• **Work request**
Copy every line of the data in which the word "image" occurs.

*** Provided data Section Begins ***

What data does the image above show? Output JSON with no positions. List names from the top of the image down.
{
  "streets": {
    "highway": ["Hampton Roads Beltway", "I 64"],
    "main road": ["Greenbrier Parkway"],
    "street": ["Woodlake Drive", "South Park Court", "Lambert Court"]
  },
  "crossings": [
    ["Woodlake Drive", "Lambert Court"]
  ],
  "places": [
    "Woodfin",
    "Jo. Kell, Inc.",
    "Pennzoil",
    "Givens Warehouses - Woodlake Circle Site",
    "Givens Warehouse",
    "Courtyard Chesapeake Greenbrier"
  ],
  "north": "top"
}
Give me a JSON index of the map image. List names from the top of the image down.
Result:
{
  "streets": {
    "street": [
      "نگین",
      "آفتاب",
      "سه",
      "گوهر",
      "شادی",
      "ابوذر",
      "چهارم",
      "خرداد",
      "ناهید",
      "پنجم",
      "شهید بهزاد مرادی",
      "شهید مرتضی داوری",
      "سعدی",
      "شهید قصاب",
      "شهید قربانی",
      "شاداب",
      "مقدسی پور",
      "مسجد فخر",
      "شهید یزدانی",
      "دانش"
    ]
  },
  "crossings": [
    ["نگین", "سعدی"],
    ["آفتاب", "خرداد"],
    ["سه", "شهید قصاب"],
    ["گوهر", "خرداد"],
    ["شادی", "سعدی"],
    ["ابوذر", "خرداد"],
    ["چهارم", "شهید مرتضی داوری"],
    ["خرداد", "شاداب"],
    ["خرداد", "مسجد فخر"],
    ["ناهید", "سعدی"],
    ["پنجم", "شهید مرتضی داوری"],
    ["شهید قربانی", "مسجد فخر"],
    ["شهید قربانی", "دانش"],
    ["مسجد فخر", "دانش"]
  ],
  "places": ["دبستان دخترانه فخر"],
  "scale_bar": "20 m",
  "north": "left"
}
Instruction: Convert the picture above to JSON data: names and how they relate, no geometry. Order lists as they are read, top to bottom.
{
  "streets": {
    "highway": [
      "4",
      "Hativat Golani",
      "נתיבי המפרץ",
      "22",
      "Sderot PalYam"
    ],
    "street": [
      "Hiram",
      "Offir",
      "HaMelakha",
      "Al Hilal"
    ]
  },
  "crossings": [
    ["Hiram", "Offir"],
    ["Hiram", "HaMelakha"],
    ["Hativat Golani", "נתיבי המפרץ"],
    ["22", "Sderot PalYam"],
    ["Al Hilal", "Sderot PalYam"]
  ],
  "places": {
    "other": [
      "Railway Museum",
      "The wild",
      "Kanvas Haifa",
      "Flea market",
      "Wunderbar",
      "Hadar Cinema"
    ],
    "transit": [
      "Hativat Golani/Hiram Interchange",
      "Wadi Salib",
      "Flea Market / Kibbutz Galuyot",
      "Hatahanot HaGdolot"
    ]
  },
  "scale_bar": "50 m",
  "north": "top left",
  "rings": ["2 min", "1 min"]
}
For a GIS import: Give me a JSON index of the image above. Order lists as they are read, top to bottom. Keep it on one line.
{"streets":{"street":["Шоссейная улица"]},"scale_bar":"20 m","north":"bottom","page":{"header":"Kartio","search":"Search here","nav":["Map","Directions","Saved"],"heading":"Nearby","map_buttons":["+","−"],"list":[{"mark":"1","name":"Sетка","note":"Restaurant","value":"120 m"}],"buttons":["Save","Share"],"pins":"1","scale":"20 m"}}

*** Provided data Section Ends ***

• **Written response**
What data does the image above show? Output JSON with no positions. List names from the top of the image down.
Give me a JSON index of the map image. List names from the top of the image down.
For a GIS import: Give me a JSON index of the image above. Order lists as they are read, top to bottom. Keep it on one line.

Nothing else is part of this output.